BEGIN DATA SECTION
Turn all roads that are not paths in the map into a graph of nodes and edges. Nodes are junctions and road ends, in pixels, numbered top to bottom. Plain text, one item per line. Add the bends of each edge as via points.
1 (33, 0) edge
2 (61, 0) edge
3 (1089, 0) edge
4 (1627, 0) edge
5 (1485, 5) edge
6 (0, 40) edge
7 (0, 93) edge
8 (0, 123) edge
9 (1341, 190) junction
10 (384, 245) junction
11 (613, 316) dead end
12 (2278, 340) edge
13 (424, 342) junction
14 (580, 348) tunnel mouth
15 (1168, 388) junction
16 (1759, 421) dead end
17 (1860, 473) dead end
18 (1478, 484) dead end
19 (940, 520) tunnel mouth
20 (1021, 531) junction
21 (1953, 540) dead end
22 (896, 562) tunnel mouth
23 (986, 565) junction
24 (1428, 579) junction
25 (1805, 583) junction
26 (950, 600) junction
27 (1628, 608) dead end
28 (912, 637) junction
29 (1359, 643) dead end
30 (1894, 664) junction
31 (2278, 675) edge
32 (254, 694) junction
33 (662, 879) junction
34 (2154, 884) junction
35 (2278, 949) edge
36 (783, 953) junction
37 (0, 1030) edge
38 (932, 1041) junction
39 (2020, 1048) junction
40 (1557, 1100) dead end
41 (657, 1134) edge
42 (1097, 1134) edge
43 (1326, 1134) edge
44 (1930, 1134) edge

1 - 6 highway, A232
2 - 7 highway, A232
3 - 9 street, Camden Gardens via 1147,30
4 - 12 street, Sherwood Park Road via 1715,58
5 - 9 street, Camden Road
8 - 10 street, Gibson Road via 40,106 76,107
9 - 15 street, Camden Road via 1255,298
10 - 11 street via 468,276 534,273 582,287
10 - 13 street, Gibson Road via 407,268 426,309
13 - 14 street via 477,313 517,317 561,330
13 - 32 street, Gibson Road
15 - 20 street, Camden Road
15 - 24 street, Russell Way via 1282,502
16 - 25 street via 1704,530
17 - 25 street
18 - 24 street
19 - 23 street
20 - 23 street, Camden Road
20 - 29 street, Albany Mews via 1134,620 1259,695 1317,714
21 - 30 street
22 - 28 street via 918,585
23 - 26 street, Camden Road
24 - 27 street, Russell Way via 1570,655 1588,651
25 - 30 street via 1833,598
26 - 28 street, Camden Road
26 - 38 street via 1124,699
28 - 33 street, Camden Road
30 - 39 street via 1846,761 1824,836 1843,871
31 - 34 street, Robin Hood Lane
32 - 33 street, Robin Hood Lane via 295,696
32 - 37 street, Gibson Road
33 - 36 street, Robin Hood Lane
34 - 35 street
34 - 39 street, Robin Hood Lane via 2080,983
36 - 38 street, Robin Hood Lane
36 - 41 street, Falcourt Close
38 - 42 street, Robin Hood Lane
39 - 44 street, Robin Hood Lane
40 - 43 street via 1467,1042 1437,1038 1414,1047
END DATA SECTION
_WHAT NEEDS TO BE DONE_
Output the entries exactly. Leave nothing out.

_RESPONSE AREA_
Turn all roads that are not paths in the map into a graph of nodes and edges. Nodes are junctions and road ends, in pixels, numbered top to bottom. Plain text, one item per line. Add the bends of each edge as via points.
1 (33, 0) edge
2 (61, 0) edge
3 (1089, 0) edge
4 (1627, 0) edge
5 (1485, 5) edge
6 (0, 40) edge
7 (0, 93) edge
8 (0, 123) edge
9 (1341, 190) junction
10 (384, 245) junction
11 (613, 316) dead end
12 (2278, 340) edge
13 (424, 342) junction
14 (580, 348) tunnel mouth
15 (1168, 388) junction
16 (1759, 421) dead end
17 (1860, 473) dead end
18 (1478, 484) dead end
19 (940, 520) tunnel mouth
20 (1021, 531) junction
21 (1953, 540) dead end
22 (896, 562) tunnel mouth
23 (986, 565) junction
24 (1428, 579) junction
25 (1805, 583) junction
26 (950, 600) junction
27 (1628, 608) dead end
28 (912, 637) junction
29 (1359, 643) dead end
30 (1894, 664) junction
31 (2278, 675) edge
32 (254, 694) junction
33 (662, 879) junction
34 (2154, 884) junction
35 (2278, 949) edge
36 (783, 953) junction
37 (0, 1030) edge
38 (932, 1041) junction
39 (2020, 1048) junction
40 (1557, 1100) dead end
41 (657, 1134) edge
42 (1097, 1134) edge
43 (1326, 1134) edge
44 (1930, 1134) edge

1 - 6 highway, A232
2 - 7 highway, A232
3 - 9 street, Camden Gardens via 1147,30
4 - 12 street, Sherwood Park Road via 1715,58
5 - 9 street, Camden Road
8 - 10 street, Gibson Road via 40,106 76,107
9 - 15 street, Camden Road via 1255,298
10 - 11 street via 468,276 534,273 582,287
10 - 13 street, Gibson Road via 407,268 426,309
13 - 14 street via 477,313 517,317 561,330
13 - 32 street, Gibson Road
15 - 20 street, Camden Road
15 - 24 street, Russell Way via 1282,502
16 - 25 street via 1704,530
17 - 25 street
18 - 24 street
19 - 23 street
20 - 23 street, Camden Road
20 - 29 street, Albany Mews via 1134,620 1259,695 1317,714
21 - 30 street
22 - 28 street via 918,585
23 - 26 street, Camden Road
24 - 27 street, Russell Way via 1570,655 1588,651
25 - 30 street via 1833,598
26 - 28 street, Camden Road
26 - 38 street via 1124,699
28 - 33 street, Camden Road
30 - 39 street via 1846,761 1824,836 1843,871
31 - 34 street, Robin Hood Lane
32 - 33 street, Robin Hood Lane via 295,696
32 - 37 street, Gibson Road
33 - 36 street, Robin Hood Lane
34 - 35 street
34 - 39 street, Robin Hood Lane via 2080,983
36 - 38 street, Robin Hood Lane
36 - 41 street, Falcourt Close
38 - 42 street, Robin Hood Lane
39 - 44 street, Robin Hood Lane
40 - 43 street via 1467,1042 1437,1038 1414,1047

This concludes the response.